Delivery Guide
Purpose: Codify how the team delivers work through Swifter — the SDLC shape, the guidelines that gate it, and the templates for breakdown, composition, and agent run sequences.
This guide is the reference half of the Cookbook. Where the Journeys Guide teaches the platform through worked examples ("learning by doing"), the Delivery Guide is the rulebook: it states the SDLC shape Swifter expects, the inputs it reads during generation, and the canonical templates and agent sequences per work-item type. Read it cover-to-cover before your first feature, and return to specific pages when authoring or reviewing a work item.
The pages below are ordered the way decisions cascade. The SDLC sets the rhythm — analyst before developer, contract before parallelism, one logical unit per work item. The functional architecture names the logical layers every work item moves through, so the rhythm reads as forced dependencies rather than convention. Guidelines lock the implementation contract Swifter reads at generation time. The design system supplies the visual source of truth that the frontend analyst consumes. The creation sequence sets the order in which artefacts must come into being. Breakdown sizes them to fit an agent's context window. Composition gates the description quality so the first read succeeds. Run sequences map each type to the exact agent + command chain that has been validated in production.
Pages in this section
Foundation — what shape and contract Swifter operates on:
- Agentic SDLC — the lifecycle, proficiencies, and agents, and why this beats vibe coding.
- Functional Architecture — Swifter's logical layer model (knowledge → specification → code → integration → verification) and the instruction layer over the agents; the why beneath the SDLC, distinct from platform/runtime architecture.
- Project Guidelines — the overview: why guidelines are inputs, the levers you can actually shape, and the content principles. Splits into three reference pages: Backend, Frontend, and Tester.

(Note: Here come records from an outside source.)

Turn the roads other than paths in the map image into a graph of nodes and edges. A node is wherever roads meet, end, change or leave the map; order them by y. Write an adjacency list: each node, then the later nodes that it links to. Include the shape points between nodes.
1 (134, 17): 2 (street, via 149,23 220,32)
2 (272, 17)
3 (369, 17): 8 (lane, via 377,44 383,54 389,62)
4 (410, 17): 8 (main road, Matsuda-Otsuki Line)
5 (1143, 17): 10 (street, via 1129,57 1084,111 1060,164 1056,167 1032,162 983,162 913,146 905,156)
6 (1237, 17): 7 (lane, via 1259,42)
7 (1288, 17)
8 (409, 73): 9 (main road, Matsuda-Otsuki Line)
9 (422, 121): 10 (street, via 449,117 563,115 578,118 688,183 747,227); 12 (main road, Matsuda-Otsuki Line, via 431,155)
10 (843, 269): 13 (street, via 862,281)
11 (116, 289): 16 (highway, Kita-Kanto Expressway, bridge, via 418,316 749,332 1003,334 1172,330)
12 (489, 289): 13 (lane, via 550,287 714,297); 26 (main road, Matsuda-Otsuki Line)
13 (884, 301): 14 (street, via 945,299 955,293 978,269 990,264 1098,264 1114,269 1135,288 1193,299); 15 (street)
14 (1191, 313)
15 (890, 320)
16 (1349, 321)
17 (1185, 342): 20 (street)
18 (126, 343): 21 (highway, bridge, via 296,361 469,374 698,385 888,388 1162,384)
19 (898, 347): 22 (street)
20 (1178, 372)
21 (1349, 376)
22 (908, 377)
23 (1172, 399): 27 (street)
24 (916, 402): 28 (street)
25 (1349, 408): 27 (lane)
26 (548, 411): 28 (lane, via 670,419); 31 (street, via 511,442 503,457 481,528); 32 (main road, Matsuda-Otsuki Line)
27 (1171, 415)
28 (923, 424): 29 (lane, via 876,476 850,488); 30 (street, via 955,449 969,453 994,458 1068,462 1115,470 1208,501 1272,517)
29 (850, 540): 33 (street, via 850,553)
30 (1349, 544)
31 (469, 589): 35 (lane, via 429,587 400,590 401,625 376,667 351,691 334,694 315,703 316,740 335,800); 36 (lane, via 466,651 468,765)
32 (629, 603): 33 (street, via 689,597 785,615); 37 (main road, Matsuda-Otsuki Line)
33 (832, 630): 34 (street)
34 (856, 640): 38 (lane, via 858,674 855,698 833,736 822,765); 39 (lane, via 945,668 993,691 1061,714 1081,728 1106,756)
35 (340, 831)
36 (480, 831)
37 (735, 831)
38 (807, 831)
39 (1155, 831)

- Figma — the single source of truth for UI; how it feeds the analyst.
Planning — how to break work down:
- Application Build Sequence — BE / FE streams and the component → page → integration order for a new application.

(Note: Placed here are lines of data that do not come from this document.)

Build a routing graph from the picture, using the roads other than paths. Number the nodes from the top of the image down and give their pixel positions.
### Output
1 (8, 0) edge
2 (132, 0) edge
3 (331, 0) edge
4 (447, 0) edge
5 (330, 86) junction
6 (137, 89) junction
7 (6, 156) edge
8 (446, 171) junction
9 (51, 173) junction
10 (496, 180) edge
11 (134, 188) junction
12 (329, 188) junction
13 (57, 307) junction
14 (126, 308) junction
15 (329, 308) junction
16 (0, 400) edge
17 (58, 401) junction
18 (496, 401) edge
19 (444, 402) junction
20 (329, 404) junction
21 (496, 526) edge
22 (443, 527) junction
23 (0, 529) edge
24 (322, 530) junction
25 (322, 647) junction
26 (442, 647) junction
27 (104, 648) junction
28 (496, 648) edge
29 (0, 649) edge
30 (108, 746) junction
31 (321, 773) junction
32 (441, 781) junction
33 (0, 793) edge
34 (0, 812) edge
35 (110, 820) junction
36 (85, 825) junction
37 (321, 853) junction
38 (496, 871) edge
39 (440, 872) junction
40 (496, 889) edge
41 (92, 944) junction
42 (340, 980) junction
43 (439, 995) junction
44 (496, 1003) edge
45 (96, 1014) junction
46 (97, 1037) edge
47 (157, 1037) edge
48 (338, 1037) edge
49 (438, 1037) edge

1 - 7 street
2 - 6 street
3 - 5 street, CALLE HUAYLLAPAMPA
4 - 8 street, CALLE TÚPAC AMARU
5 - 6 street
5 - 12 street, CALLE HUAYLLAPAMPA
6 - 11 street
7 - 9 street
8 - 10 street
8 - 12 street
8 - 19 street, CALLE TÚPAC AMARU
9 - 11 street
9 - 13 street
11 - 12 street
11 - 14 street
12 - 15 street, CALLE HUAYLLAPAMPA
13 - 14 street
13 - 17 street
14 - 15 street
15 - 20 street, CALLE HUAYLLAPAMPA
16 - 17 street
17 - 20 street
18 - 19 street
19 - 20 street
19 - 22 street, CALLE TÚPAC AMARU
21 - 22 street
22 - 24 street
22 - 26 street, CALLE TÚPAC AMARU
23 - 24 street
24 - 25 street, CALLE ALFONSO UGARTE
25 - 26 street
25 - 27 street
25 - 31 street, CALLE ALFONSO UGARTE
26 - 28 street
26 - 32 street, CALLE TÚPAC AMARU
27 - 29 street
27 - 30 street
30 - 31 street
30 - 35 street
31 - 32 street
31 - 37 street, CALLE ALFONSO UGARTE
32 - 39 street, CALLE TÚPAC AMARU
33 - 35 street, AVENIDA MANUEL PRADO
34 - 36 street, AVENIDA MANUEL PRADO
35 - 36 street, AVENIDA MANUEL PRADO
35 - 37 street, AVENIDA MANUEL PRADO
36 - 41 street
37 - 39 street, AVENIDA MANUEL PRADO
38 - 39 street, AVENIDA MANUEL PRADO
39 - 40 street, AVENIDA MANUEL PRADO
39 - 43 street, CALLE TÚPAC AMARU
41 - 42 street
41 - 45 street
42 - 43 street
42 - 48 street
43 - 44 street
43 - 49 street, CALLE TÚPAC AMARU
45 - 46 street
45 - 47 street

- Scope Breakdown with Workitems — sizing Work Items for an agent's context window.
Execution — per-WI mechanics:
- Work-Item Composition — the five universal authoring principles plus the quality rubric.

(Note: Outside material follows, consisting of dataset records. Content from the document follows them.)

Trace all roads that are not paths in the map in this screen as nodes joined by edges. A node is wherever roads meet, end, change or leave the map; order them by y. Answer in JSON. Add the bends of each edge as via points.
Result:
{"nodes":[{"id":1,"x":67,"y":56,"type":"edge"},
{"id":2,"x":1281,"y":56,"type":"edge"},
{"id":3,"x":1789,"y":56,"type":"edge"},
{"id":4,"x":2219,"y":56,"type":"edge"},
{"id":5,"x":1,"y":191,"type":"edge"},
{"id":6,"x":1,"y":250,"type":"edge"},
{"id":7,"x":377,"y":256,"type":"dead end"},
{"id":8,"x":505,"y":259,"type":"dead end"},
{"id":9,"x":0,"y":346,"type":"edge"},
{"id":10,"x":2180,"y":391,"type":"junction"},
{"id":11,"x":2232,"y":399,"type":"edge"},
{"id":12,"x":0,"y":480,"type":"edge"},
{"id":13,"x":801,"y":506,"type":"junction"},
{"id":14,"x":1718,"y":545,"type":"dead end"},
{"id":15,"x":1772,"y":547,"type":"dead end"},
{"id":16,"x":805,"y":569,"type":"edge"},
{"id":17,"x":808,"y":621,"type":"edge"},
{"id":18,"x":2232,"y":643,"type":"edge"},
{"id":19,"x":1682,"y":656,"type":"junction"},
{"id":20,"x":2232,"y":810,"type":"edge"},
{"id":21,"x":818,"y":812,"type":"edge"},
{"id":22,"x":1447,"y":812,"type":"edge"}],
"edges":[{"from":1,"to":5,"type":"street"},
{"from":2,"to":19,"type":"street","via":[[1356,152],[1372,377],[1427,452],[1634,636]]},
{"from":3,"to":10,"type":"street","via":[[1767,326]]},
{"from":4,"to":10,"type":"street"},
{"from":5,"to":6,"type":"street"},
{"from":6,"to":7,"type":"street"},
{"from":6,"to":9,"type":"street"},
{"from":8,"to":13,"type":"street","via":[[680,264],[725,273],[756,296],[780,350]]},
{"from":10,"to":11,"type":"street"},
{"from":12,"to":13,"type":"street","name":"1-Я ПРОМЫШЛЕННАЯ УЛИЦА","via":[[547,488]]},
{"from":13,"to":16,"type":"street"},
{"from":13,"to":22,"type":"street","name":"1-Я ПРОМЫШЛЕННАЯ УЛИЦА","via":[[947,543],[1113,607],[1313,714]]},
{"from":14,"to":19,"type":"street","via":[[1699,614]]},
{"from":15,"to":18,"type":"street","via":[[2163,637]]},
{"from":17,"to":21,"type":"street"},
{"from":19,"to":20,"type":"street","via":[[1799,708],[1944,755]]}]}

- Templates for Work-items of different types — actual paste-and-fill templates per WI type.
- The Lifecycle of one Work-item — the 7-step BA-to-close lifecycle and the two gates that catch problems early.
- Technical execution of Work-item (agents sequence) — the agent + command + check sequence per WI type, with file locations.
- Monitoring — the four headline efficiency metrics and the weekly review cadence the Engagement Lead runs once the team is delivering through Swifter.
- Agents Inventory — the shipping Swifter agents, the slash-command invocation pattern, and the per-agent command catalogue. Linked from any page that names a
swifter-*agent.
How this guide relates to the rest of the Onboard track
The Delivery Guide complements the Journeys Guide, which walks the same content through worked feature journeys. Cross-references to the Interface Guide point to the concrete tab + control surfaces that materialise the rules below — in particular running agents for the Dev / App / Test workspaces and the chat-session lifecycle. When you finish this guide you should be able to open a work item, classify its type, pick the right agent + command, and predict whether it will run in one session or two.